## Exercise directions
Search the records for the string "Martinella" and copy every line where it turns up.

## Material to process
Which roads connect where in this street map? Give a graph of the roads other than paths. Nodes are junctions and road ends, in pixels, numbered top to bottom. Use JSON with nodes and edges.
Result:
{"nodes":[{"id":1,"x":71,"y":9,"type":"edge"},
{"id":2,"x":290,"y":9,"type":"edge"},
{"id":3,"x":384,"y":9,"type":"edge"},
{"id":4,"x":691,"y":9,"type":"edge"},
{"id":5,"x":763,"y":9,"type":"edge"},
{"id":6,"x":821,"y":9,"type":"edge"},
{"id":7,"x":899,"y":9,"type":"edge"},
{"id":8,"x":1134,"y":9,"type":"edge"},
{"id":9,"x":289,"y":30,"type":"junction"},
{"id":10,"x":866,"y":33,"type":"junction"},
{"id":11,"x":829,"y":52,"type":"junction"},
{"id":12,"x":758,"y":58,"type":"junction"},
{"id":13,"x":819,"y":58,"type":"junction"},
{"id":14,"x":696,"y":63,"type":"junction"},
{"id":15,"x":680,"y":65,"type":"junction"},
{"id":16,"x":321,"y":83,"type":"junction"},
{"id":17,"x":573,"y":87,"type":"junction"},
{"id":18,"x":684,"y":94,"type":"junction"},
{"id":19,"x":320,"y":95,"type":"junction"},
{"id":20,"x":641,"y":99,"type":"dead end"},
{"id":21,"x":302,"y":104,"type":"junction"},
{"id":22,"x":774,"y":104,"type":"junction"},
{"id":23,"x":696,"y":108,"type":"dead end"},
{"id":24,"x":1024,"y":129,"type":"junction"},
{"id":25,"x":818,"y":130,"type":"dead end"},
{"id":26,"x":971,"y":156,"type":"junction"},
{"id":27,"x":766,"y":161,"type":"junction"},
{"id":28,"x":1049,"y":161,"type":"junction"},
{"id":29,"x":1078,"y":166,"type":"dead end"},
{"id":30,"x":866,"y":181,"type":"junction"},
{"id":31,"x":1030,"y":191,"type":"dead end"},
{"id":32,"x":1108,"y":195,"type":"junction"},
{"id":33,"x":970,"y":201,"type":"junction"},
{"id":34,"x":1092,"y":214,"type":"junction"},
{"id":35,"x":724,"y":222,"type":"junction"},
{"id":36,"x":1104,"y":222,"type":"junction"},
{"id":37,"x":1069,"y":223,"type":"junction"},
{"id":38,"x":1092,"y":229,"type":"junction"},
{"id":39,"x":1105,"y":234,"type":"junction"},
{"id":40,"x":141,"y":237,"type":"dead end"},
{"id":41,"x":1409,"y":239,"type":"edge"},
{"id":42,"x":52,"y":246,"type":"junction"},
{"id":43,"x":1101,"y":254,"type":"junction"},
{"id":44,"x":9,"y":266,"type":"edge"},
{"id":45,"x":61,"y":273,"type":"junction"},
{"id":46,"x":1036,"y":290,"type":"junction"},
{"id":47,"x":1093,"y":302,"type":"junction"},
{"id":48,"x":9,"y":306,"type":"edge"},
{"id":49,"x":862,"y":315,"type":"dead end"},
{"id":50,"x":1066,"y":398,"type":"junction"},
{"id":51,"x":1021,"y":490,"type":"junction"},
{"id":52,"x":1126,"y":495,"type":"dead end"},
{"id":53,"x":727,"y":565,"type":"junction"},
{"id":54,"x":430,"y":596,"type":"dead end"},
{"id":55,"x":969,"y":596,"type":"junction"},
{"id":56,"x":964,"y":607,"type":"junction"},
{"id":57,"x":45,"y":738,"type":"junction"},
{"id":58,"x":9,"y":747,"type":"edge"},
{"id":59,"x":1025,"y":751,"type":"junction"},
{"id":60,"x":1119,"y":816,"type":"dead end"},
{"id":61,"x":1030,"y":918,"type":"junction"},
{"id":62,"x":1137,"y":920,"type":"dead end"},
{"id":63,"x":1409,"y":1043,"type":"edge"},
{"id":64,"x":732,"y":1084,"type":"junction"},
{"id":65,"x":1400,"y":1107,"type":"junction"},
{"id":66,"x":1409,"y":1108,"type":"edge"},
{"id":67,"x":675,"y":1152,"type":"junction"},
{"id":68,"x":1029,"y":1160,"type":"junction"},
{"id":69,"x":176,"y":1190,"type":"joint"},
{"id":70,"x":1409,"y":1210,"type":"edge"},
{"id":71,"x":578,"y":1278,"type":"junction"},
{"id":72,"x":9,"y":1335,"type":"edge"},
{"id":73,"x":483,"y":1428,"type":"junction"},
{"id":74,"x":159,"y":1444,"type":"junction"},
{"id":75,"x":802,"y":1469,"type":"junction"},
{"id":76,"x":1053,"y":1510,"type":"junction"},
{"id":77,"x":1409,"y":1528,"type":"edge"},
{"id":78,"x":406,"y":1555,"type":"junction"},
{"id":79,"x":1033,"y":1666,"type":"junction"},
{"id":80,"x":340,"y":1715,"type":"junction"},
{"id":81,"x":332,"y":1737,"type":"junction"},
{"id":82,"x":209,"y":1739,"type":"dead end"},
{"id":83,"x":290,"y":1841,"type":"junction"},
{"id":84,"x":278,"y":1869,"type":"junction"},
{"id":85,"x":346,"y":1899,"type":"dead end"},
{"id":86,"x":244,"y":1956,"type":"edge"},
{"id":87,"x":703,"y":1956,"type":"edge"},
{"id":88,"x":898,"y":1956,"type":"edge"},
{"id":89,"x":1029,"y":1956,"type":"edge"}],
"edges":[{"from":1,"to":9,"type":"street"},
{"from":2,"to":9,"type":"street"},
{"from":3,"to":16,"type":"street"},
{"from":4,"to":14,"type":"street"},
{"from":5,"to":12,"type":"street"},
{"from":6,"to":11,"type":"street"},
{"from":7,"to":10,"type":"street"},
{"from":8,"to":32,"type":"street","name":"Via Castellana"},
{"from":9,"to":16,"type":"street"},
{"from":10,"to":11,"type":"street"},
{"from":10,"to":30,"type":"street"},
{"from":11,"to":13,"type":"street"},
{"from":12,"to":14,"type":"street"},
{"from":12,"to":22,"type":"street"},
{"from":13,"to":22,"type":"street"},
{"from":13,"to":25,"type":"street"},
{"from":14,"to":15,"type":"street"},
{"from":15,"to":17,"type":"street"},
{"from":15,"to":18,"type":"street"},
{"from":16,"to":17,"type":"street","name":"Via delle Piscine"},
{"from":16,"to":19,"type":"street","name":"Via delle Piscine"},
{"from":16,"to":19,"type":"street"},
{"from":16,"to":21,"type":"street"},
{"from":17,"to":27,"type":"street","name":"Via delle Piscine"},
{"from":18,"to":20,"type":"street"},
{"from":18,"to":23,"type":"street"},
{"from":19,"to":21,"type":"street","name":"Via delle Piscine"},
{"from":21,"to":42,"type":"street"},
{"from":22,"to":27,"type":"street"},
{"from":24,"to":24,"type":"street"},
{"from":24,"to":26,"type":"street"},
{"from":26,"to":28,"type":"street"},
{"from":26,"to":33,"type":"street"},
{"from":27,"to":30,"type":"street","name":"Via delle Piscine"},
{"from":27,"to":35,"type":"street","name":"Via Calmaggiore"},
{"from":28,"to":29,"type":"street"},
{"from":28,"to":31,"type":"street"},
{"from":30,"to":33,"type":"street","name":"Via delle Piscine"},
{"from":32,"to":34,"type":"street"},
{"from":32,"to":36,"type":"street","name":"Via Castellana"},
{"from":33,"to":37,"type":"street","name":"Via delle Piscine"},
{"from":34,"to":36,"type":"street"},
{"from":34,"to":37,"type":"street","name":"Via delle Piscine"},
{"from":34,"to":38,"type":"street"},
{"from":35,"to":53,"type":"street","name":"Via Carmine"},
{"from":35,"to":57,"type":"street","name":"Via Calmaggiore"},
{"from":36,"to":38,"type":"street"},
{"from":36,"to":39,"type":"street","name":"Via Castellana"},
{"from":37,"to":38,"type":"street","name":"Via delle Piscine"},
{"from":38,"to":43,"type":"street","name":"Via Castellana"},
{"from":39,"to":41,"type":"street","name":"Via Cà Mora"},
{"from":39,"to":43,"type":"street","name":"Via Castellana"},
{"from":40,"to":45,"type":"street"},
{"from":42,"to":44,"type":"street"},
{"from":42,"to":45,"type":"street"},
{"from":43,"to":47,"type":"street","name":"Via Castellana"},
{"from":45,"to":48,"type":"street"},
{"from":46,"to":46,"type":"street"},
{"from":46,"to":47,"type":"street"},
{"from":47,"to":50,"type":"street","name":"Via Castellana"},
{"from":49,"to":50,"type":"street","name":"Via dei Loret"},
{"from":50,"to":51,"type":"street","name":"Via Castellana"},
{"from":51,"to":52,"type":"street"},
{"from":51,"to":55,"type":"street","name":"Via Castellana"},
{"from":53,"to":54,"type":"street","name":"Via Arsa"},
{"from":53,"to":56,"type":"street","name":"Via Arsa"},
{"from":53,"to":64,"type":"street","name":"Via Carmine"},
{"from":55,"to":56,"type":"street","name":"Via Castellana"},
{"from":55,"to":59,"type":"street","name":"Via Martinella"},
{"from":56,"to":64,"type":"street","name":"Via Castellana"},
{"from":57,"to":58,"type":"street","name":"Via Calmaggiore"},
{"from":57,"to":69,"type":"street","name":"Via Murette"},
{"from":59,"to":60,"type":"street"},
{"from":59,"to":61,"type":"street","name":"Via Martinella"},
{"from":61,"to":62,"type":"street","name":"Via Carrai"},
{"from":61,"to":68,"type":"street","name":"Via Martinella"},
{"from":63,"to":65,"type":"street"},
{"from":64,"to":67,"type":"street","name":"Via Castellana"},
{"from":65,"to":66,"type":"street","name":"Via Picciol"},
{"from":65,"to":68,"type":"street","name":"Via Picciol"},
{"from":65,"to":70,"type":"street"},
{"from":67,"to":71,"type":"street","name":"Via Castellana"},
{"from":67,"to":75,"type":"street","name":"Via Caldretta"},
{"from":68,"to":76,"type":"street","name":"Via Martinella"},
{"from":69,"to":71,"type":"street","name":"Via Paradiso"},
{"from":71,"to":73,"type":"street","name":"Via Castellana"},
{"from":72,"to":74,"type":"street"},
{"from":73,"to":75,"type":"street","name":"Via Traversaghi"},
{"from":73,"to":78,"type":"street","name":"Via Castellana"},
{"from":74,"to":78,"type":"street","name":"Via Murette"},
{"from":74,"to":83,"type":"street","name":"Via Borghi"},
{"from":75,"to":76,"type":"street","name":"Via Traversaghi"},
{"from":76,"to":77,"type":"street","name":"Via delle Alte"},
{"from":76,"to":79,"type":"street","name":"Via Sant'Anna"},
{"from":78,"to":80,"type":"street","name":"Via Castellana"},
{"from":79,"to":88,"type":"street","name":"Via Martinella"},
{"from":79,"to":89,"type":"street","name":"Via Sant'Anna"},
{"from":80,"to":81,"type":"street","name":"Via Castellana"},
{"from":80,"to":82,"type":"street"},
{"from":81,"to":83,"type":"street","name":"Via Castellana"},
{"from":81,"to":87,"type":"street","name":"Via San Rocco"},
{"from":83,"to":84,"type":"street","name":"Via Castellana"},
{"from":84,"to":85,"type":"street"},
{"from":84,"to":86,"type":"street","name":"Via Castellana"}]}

## Answer section
{"from":55,"to":59,"type":"street","name":"Via Martinella"},
{"from":59,"to":61,"type":"street","name":"Via Martinella"},
{"from":61,"to":68,"type":"street","name":"Via Martinella"},
{"from":68,"to":76,"type":"street","name":"Via Martinella"},
{"from":79,"to":88,"type":"street","name":"Via Martinella"},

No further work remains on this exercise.